もう1週間が経過するのに、未だに彼とまともな意思疎通がとれていない。
私が一方的に何かを伝える形になってきている。
このままではいけない。きちんと、彼の気持ちを知りたい。
昼休み、彼を呼んで(呼ぶといっても日本語が伝わっているかわからないので手招きで)どうすれば意思疎通がとれるかいろいろ実験してみた。

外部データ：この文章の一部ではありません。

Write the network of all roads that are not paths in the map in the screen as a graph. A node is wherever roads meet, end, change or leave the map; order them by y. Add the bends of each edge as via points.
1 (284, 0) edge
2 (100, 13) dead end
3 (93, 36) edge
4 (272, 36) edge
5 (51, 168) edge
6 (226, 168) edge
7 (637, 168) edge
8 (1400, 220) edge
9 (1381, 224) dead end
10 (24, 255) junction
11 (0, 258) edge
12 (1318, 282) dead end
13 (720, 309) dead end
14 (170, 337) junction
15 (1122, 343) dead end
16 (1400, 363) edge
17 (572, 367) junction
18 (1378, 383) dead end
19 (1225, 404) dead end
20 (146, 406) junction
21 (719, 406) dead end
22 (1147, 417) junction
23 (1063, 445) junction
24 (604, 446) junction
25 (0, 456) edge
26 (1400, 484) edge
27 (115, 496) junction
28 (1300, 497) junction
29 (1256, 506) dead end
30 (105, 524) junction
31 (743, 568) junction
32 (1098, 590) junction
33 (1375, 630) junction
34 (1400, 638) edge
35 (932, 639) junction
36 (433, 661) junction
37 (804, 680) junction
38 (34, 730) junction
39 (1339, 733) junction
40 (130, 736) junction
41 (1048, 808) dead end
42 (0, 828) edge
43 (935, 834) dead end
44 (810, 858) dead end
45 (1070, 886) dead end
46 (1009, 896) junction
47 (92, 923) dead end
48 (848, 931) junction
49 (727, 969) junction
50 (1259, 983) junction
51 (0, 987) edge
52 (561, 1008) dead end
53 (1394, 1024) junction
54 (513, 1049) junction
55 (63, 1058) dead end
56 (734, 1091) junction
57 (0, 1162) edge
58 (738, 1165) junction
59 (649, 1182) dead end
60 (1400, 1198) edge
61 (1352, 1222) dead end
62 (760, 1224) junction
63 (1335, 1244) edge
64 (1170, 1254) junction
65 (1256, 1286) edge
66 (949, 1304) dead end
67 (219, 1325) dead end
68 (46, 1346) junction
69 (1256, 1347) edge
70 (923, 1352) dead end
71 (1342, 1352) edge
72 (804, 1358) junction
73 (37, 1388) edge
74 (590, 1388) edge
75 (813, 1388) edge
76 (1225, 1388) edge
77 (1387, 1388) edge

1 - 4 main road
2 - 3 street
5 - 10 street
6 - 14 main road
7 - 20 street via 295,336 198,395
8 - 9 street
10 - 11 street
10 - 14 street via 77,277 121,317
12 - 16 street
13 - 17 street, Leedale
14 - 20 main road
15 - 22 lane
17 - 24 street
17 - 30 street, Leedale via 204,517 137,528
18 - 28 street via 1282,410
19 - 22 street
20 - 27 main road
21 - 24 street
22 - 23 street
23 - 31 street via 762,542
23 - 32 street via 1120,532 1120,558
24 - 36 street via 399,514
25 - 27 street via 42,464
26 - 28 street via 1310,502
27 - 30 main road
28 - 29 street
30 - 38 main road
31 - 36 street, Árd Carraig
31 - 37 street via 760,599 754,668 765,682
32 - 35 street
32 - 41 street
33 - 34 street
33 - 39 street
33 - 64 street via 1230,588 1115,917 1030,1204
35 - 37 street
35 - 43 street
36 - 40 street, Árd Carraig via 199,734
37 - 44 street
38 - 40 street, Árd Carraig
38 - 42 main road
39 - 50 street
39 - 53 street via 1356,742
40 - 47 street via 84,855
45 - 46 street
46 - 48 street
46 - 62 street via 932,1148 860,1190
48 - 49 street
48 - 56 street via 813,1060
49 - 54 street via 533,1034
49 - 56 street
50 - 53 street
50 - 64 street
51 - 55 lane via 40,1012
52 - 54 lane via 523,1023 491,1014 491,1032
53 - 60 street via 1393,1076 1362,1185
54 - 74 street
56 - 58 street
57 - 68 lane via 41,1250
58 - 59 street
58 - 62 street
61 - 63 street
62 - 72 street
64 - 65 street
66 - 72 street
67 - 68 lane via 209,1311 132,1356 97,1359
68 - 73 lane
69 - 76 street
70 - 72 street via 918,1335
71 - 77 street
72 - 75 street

その結果、まず、彼はしゃべるのが困難らしい。人間と舌や喉の構造が違う上、そもそも聞き取れている音声すらも人間とは違うらしい。
そこで私は筆談を考えた。筆談なら、概念と文字を結びつけて教えれば、近しい意思疎通が取れるかもしれない。
それからは、昼休み、毎日彼と筆談の練習をした。漢字を教えた。持ちうる限りの言語力を駆使して、日本語の文法を教えた。
「お はょ う」
私の机に、歪な形の文字、の書かれた紙が置かれていたのは、そんな日々を過ごしてから、1ヶ月後だった。
ノートをちぎる。「おはよう」と書く。彼の机に置く。彼はそれを見た。そして
ふふっ、その顔、前に初めて林檎を食べた時の顔と、そっくり。
私は、彼との意思疎通に成功した。